Some questions may start to form here: is this a complete list? Why is there no mention of respect and tolerance for differences in gender or race, for example? And just what makes these values ‘British’?

Although we may not all agree with the list, Ofsted agree on what must be taught and the advice here is basically the same for maintained schools and independent schools:

  • enable pupils to develop their self-knowledge, self-esteem and self-confidence
  • enable pupils to distinguish right from wrong and to respect the civil and criminal law of England
  • encourage pupils to accept responsibility for their behaviour, show initiative, and to understand how they can contribute positively to society
  • enable pupils to acquire a broad general knowledge of and respect for public institutions and services in England
  • further tolerance and harmony between different cultural traditions by enabling pupils to acquire an appreciation for and respect for their own and other cultures
  • encourage respect for other people, democracy and support for participation in the democratic processes, including respect for the basis on which the law is made and applied in England.

How will it be assessed?

Ofsted make it clear that schools will struggle to get a decent rating if they fail to deliver good SMSC. There is little advice from the DfE as to how to show this, but luckily we’ve put together a Template grid for evidencing SMSC.

Available in word and excel format, these documents provide a clear way to demonstrate a whole-school approach to SMSC.

We also spoke to numerous schools to discover the approach they’ve taken to BV and SMSC. Headteacher of Queen Elizabeth's Grammar School, David Anderson, told us: ‘We just do what we know is in the best interests of our pupils.’

And who wouldn’t agree with that? Who knows a school better than those in it?

However ingrained SMSC might be in some schools, there is still the need to demonstrate this to Ofsted. Queen Elizabeth’s created a SMSC booklet to evidence the variety of what they do. ‘It included photo diaries, charts and graphs. Whenever we found that we were doing something that might be classed as SMSC we’d put it in,’ says David.

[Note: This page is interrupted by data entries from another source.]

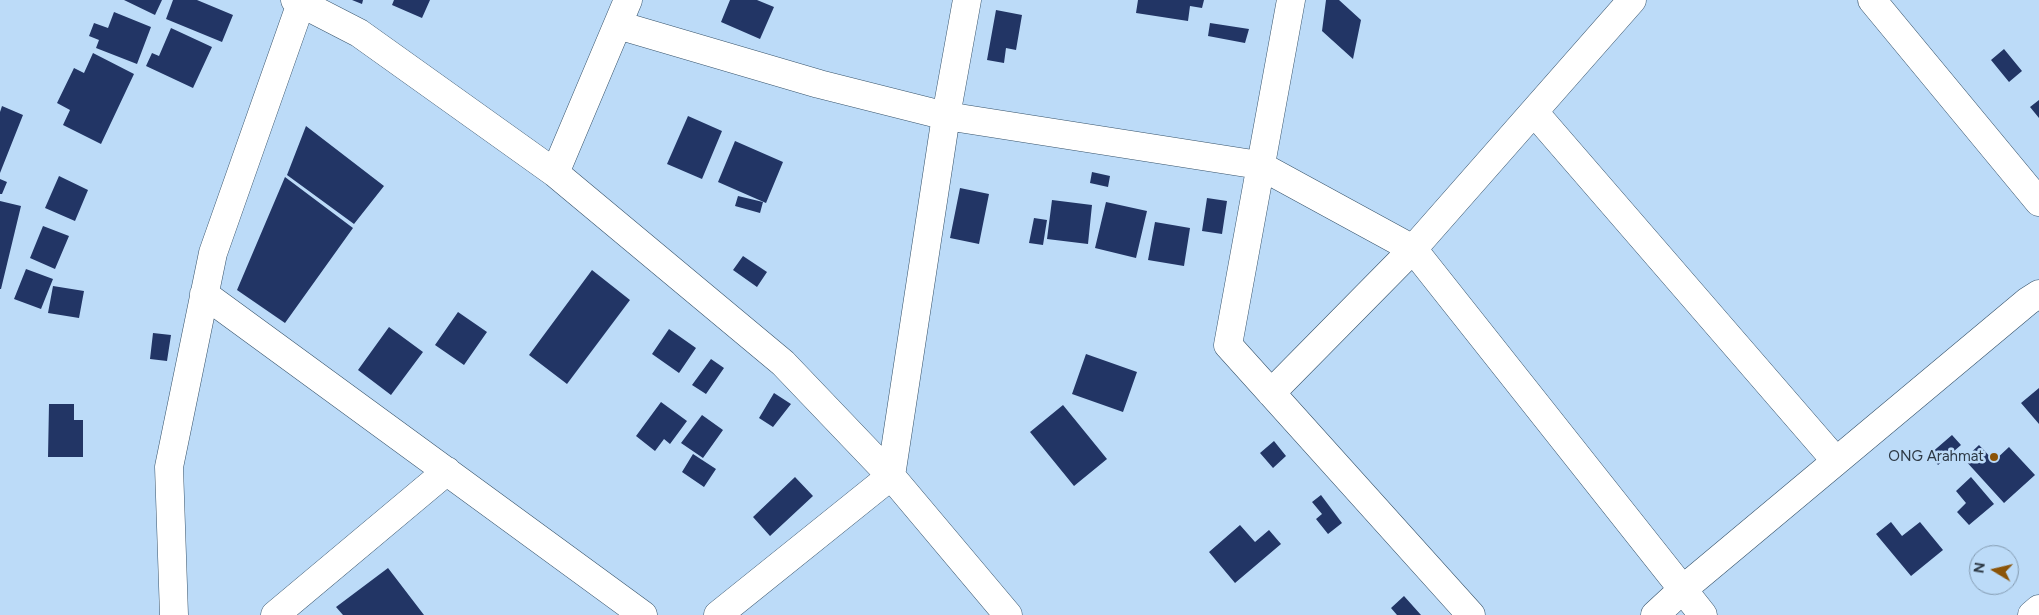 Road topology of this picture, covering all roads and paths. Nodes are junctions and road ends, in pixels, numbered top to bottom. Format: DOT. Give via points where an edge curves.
graph roads {
  1 [pos="628,0"];
  2 [pos="966,0"];
  3 [pos="1291,0"];
  4 [pos="1632,0"];
  5 [pos="1872,0"];
  6 [pos="298,2"];
  7 [pos="618,25"];
  8 [pos="1534,112"];
  9 [pos="946,116"];
  10 [pos="1260,165"];
  11 [pos="555,173"];
  12 [pos="2039,202"];
  13 [pos="1413,249"];
  14 [pos="204,294"];
  15 [pos="2039,294"];
  16 [pos="1271,394"];
  17 [pos="1836,461"];
  18 [pos="447,471"];
  19 [pos="891,476"];
  20 [pos="1682,590"];
  21 [pos="2039,609"];
  22 [pos="174,615"];
  23 [pos="275,615"];
  24 [pos="644,615"];
  25 [pos="718,615"];
  26 [pos="1008,615"];
  27 [pos="1471,615"];
  28 [pos="1655,615"];
  29 [pos="1703,615"];
  30 [pos="2032,615"];
  1 -- 7 [label="street"];
  2 -- 9 [label="street"];
  3 -- 10 [label="street"];
  4 -- 8 [label="street"];
  5 -- 12 [label="street"];
  6 -- 11 [label="street" via="359,33"];
  6 -- 14 [label="street" via="213,253"];
  7 -- 9 [label="street" via="819,84"];
  7 -- 11 [label="street"];
  8 -- 13 [label="street"];
  8 -- 17 [label="street"];
  9 -- 10 [label="street"];
  9 -- 19 [label="street"];
  10 -- 13 [label="street"];
  10 -- 16 [label="street" via="1228,345"];
  11 -- 19 [label="street" via="782,363"];
  13 -- 16 [label="street"];
  13 -- 20 [label="street"];
  14 -- 18 [label="street"];
  14 -- 22 [label="street" via="169,467"];
  15 -- 17 [label="street"];
  16 -- 27 [label="street"];
  17 -- 20 [label="street"];
  18 -- 23 [label="street"];
  18 -- 24 [label="street"];
  19 -- 25 [label="street"];
  19 -- 26 [label="street"];
  20 -- 28 [label="street"];
  20 -- 29 [label="street"];
  21 -- 30 [label="street"];
} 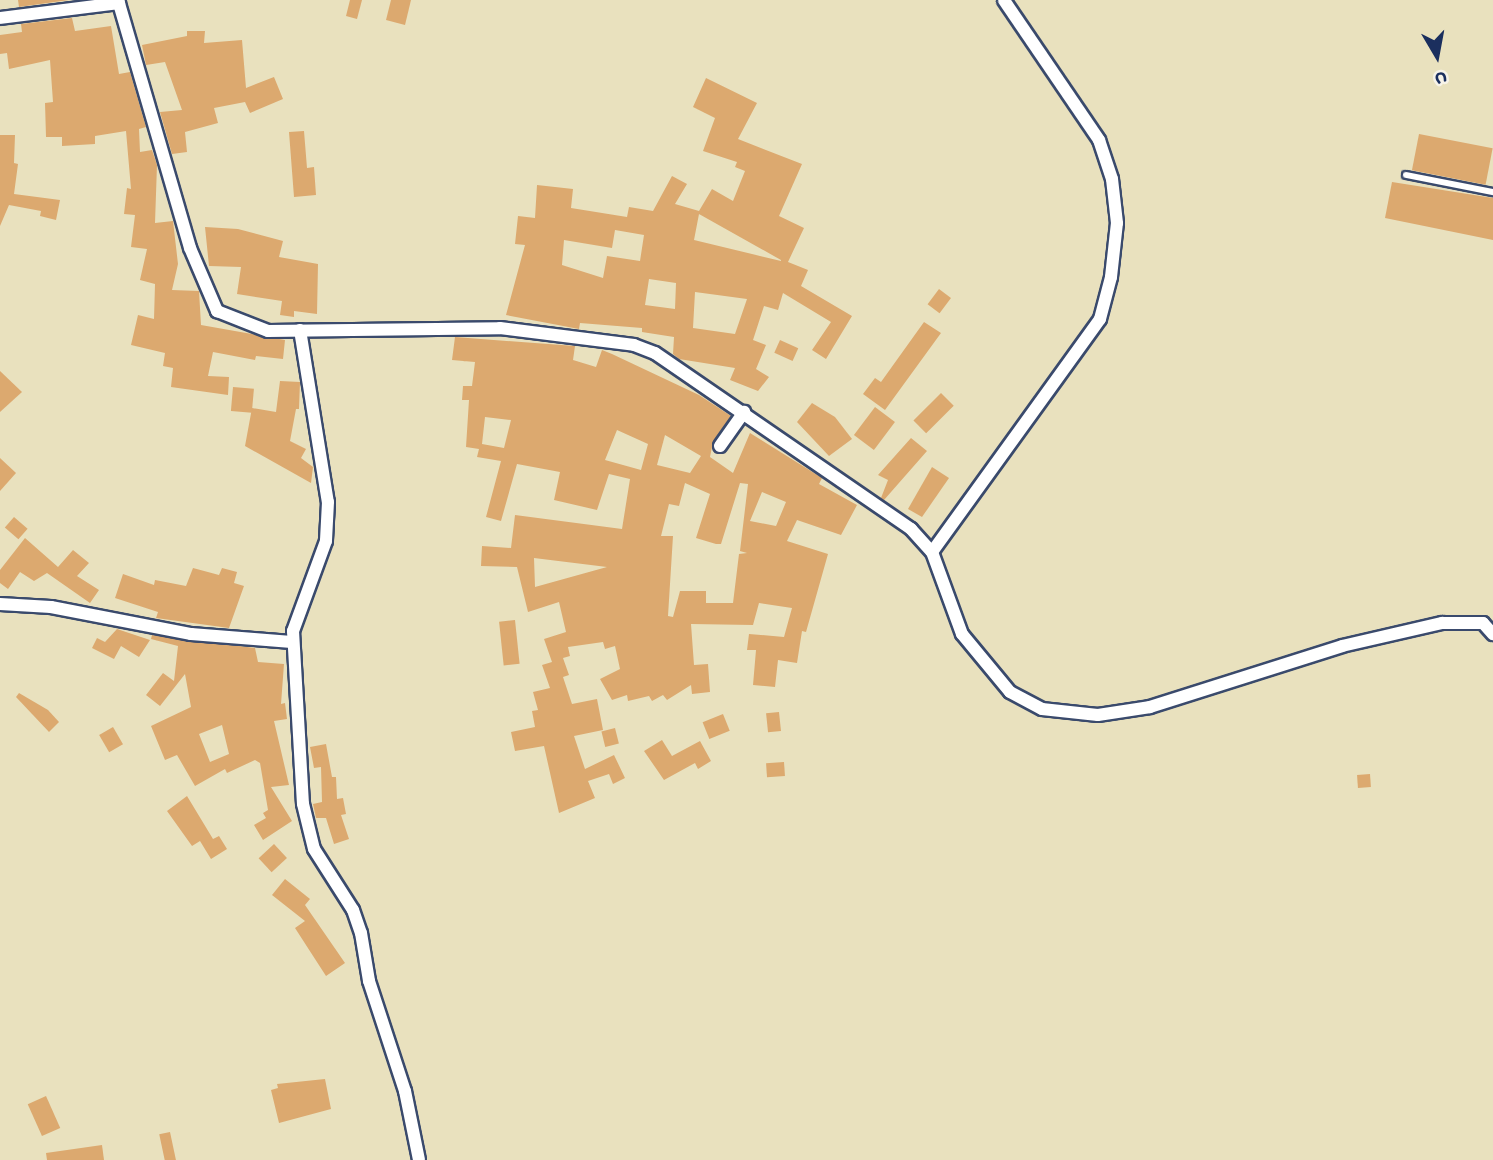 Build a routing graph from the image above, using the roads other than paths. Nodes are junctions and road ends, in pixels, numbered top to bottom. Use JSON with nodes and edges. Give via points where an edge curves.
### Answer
{"nodes":[{"id":1,"x":1004,"y":0,"type":"edge"},
{"id":2,"x":119,"y":2,"type":"edge"},
{"id":3,"x":0,"y":18,"type":"edge"},
{"id":4,"x":1406,"y":175,"type":"dead end"},
{"id":5,"x":1493,"y":192,"type":"edge"},
{"id":6,"x":300,"y":330,"type":"junction"},
{"id":7,"x":744,"y":412,"type":"junction"},
{"id":8,"x":720,"y":446,"type":"dead end"},
{"id":9,"x":932,"y":552,"type":"junction"},
{"id":10,"x":0,"y":604,"type":"edge"},
{"id":11,"x":1488,"y":619,"type":"edge"},
{"id":12,"x":1493,"y":634,"type":"edge"},
{"id":13,"x":292,"y":642,"type":"junction"},
{"id":14,"x":419,"y":1160,"type":"edge"}],
"edges":[{"from":1,"to":9,"type":"street","via":[[1099,140],[1112,180],[1117,223],[1111,277],[1100,319]]},
{"from":2,"to":3,"type":"street"},
{"from":2,"to":6,"type":"street","via":[[190,248],[217,311],[268,331]]},
{"from":4,"to":5,"type":"lane"},
{"from":6,"to":7,"type":"street","via":[[500,328],[634,345],[664,359]]},
{"from":6,"to":13,"type":"street","via":[[328,502],[326,541]]},
{"from":7,"to":8,"type":"street"},
{"from":7,"to":9,"type":"street","via":[[867,495]]},
{"from":9,"to":11,"type":"street","via":[[962,634],[990,671],[1010,692],[1042,709],[1070,715],[1150,707],[1398,630]]},
{"from":10,"to":13,"type":"street","via":[[41,606],[191,635]]},
{"from":11,"to":12,"type":"street"},
{"from":13,"to":14,"type":"street","via":[[307,830],[357,922],[377,1008],[405,1091]]}]} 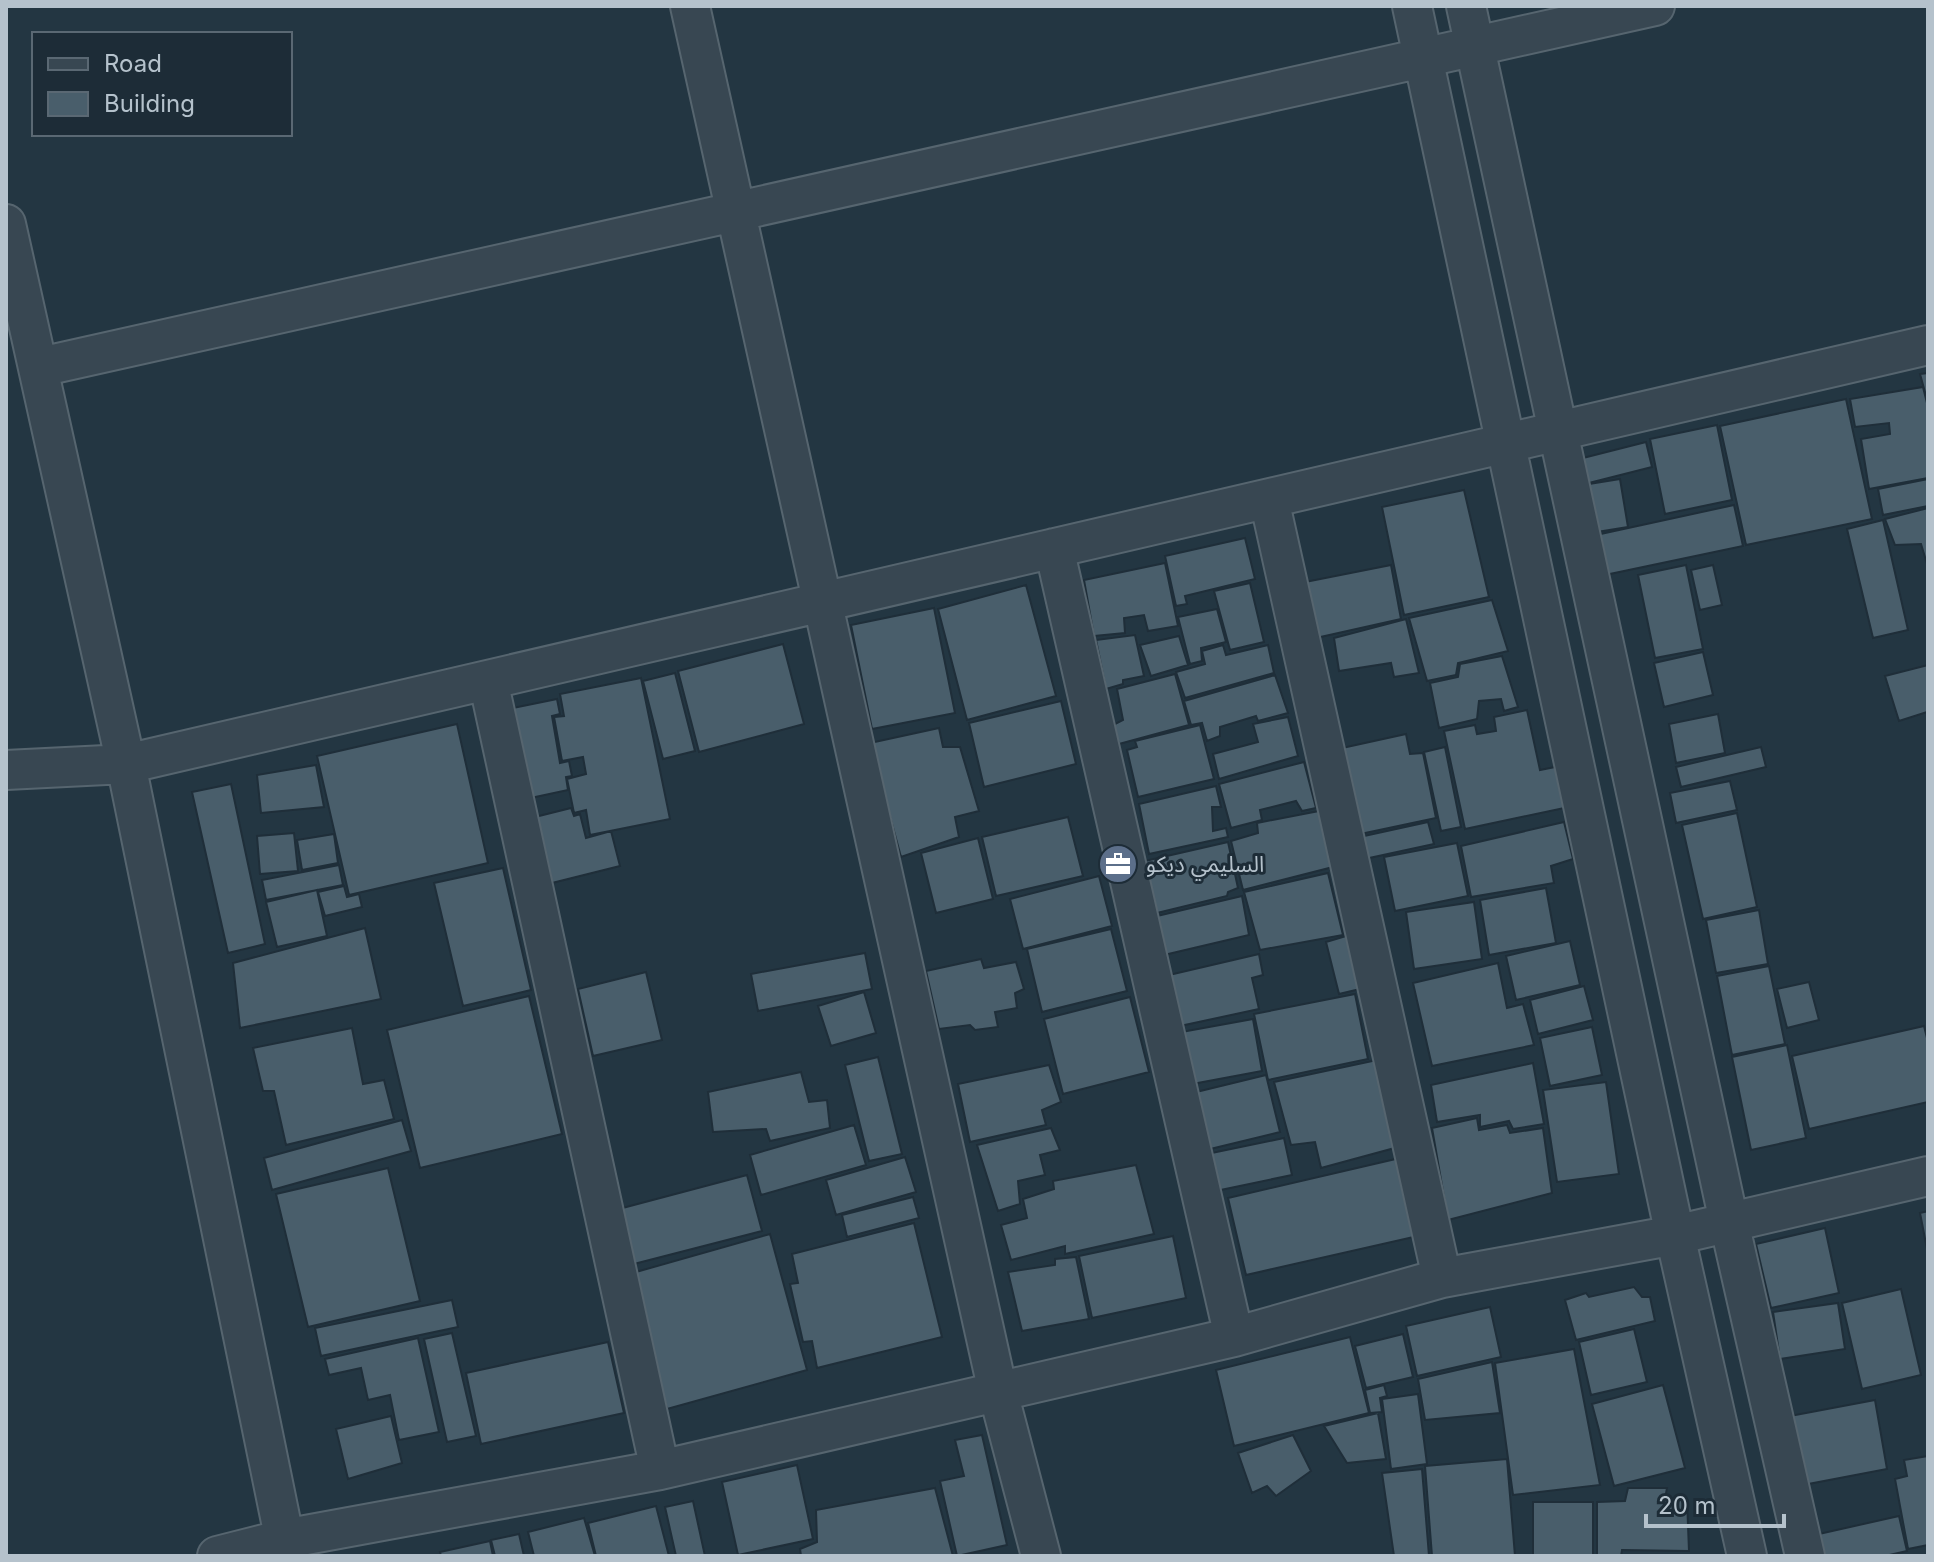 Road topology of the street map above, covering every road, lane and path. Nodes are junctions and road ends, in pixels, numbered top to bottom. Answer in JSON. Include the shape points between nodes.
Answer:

Find out more about the strategies Queen Elizabeth’s uses and how to implement them in your school in our Case study: developing excellence in SMSC.

A headteacher I spoke to recently held very strong views that: ‘No decent school leader would not want their school to promote and develop personal morality, decency, tolerance and respect both within and outside the school gates.’

This is a view widely agreed upon in schools who have, for a long time, been responsible for delivering a curriculum which is broad, balanced and based on a developmental framework of spiritual, moral and cultural understanding. This is evidenced in a whole-school approach; assemblies, charity fundraising, links with other schools and the local community.

So while schools need to be aware of what Ofsted are looking for, as always, for many it will largely be a case of ‘keep doing well what you’re already doing well.’

You and your staff will know your school and pupils better than anyone else so use our guidance and examples and find what works best in your school.